TASK INPUT:
Content starts
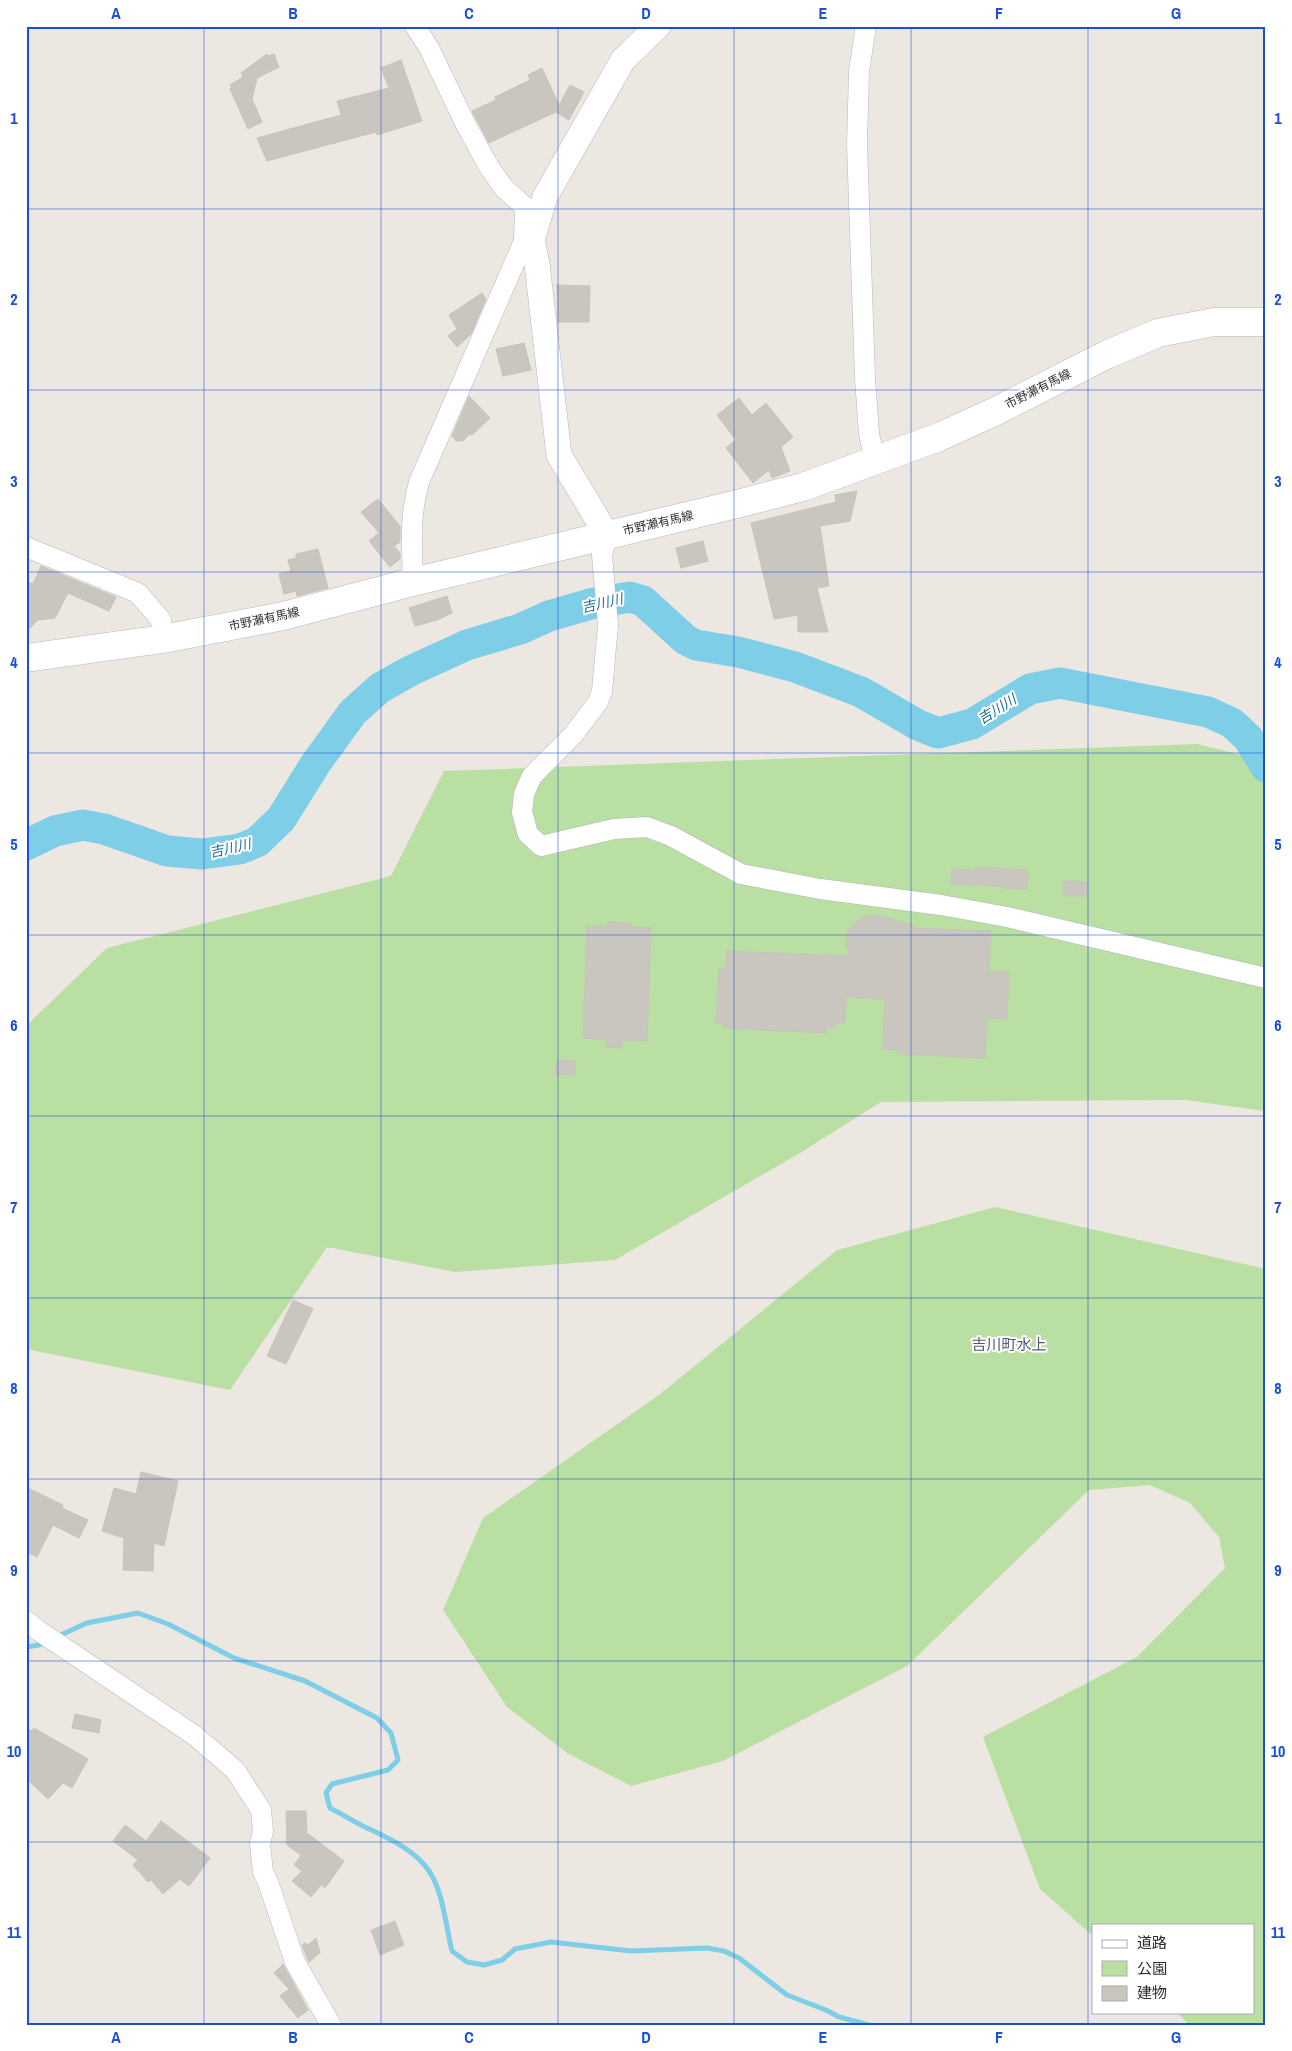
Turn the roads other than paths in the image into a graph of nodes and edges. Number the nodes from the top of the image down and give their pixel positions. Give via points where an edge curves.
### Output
1 (415, 26) edge
2 (658, 26) edge
3 (866, 26) edge
4 (528, 241) junction
5 (1266, 322) edge
6 (875, 461) junction
7 (605, 545) junction
8 (26, 546) edge
9 (413, 582) junction
10 (163, 639) junction
11 (26, 658) edge
12 (1266, 978) edge
13 (26, 1620) edge
14 (331, 2025) edge

1 - 4 street via 430,48 489,166 504,188 525,207
2 - 4 street via 623,60 545,197
3 - 6 street via 860,71 857,144 865,378 869,434
4 - 7 street via 537,264 559,455
4 - 9 street via 418,482 411,525
5 - 6 main road, 市野瀬有馬線 via 1214,322 1158,333 939,437
6 - 7 main road, 市野瀬有馬線 via 803,487
7 - 9 main road, 市野瀬有馬線
7 - 12 street via 608,625 602,691 598,702 573,735 532,776 524,794 522,812 528,834 541,846 614,829 647,828 671,836 741,874 820,890 1008,917
8 - 10 street via 138,593 161,620
9 - 10 main road, 市野瀬有馬線 via 283,616
10 - 11 main road, 市野瀬有馬線
13 - 14 street via 194,1736 235,1770 261,1810 263,1872 295,1962

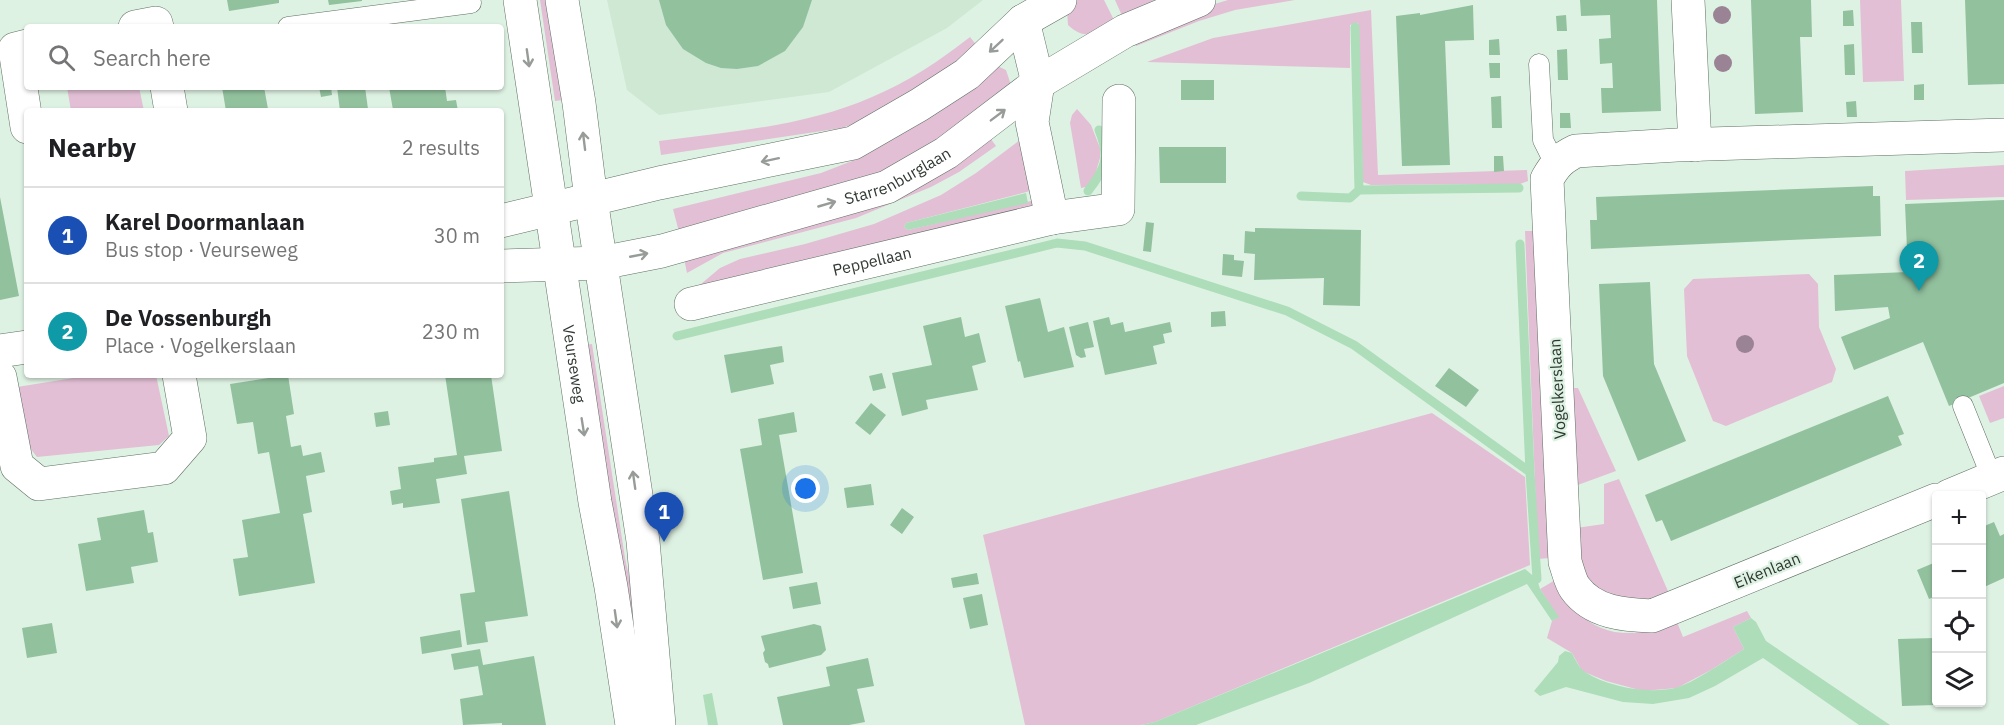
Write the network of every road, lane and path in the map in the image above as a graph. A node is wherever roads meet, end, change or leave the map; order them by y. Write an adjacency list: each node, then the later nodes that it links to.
1 (520, 0): 20 (street, Veurseweg, one-way to 20)
2 (562, 0): 19 (street, one-way to 2)
3 (1060, 0): 7 (street)
4 (1199, 0): 11 (street, Starrenburglaan)
5 (1688, 0): 17 (street)
6 (471, 3): 8 (lane)
7 (1023, 21): 11 (street); 19 (street, one-way to 19)
8 (311, 24)
9 (14, 49): 15 (street)
10 (1539, 64): 18 (lane)
11 (1038, 83): 21 (street); 23 (street, Starrenburglaan, one-way to 11)
12 (168, 90): 14 (street)
13 (1119, 100): 21 (street, Peppellaan)
14 (170, 108)
15 (24, 109)
16 (2004, 135): 17 (street)
17 (1695, 145): 18 (street)
18 (1555, 164): 35 (street, Vogelkerslaan)
19 (591, 199): 20 (street); 23 (street)
20 (550, 208): 22 (street); 24 (street, Veurseweg)
21 (1052, 218): 26 (street, Peppellaan)
22 (504, 220)
23 (601, 263): 24 (street, Starrenburglaan); 37 (street, one-way to 23)
24 (560, 265): 25 (street, Starrenburglaan); 36 (street, Veurseweg, one-way to 36)
25 (504, 266)
26 (691, 304)
27 (24, 347): 28 (street)
28 (0, 351)
29 (0, 377): 30 (street)
30 (180, 378)
31 (1963, 406): 32 (lane)
32 (1998, 475): 33 (street)
33 (1958, 491)
34 (1932, 502): 35 (street, Eikenlaan)
35 (1594, 605)
36 (632, 725)
37 (659, 725)

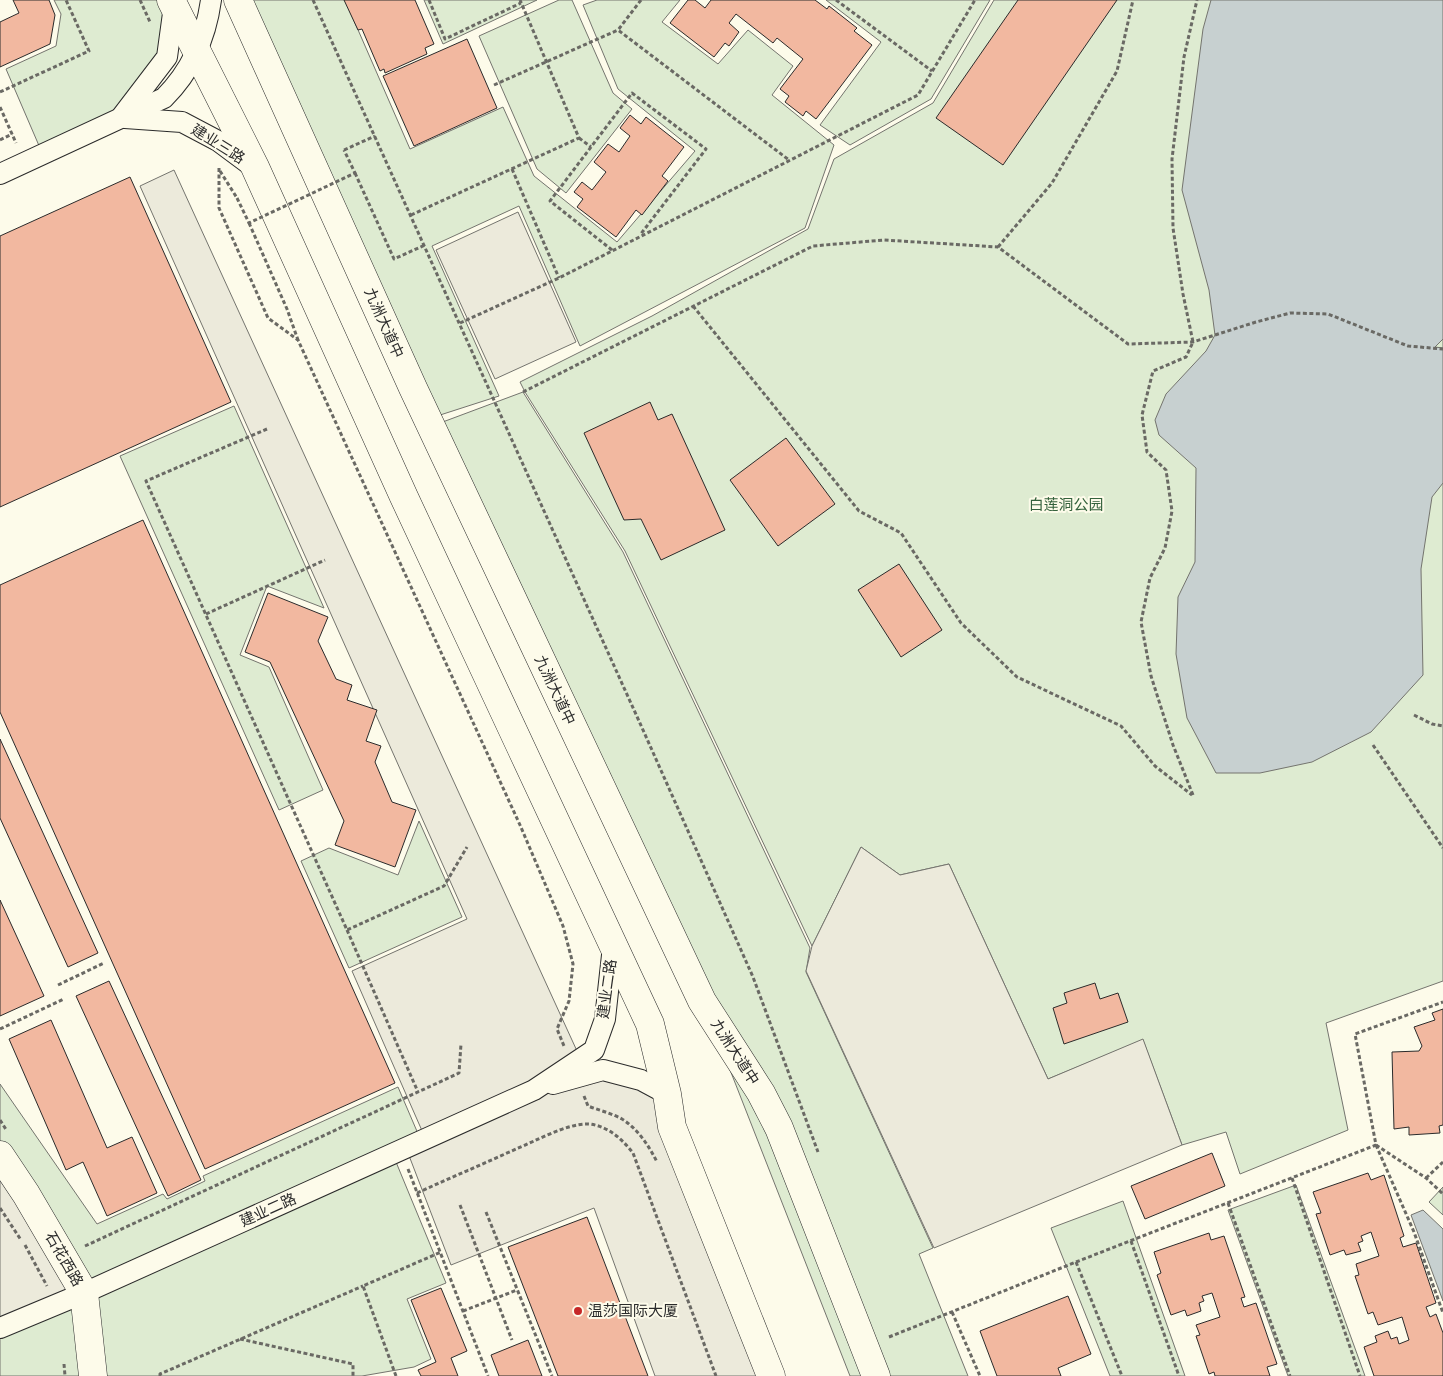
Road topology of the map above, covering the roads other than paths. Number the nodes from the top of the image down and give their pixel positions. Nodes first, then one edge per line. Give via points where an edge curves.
Content ends
WHAT YOU NEED TO DO: What is wanted is a copy of every line in the listing that includes the word "give".

SOLUTION TO THE PROBLEM:
Turn the roads other than paths in the image into a graph of nodes and edges. Number the nodes from the top of the image down and give their pixel positions. Give via points where an edge curves.
Road topology of the map above, covering the roads other than paths. Number the nodes from the top of the image down and give their pixel positions. Nodes first, then one edge per line. Give via points where an edge curves.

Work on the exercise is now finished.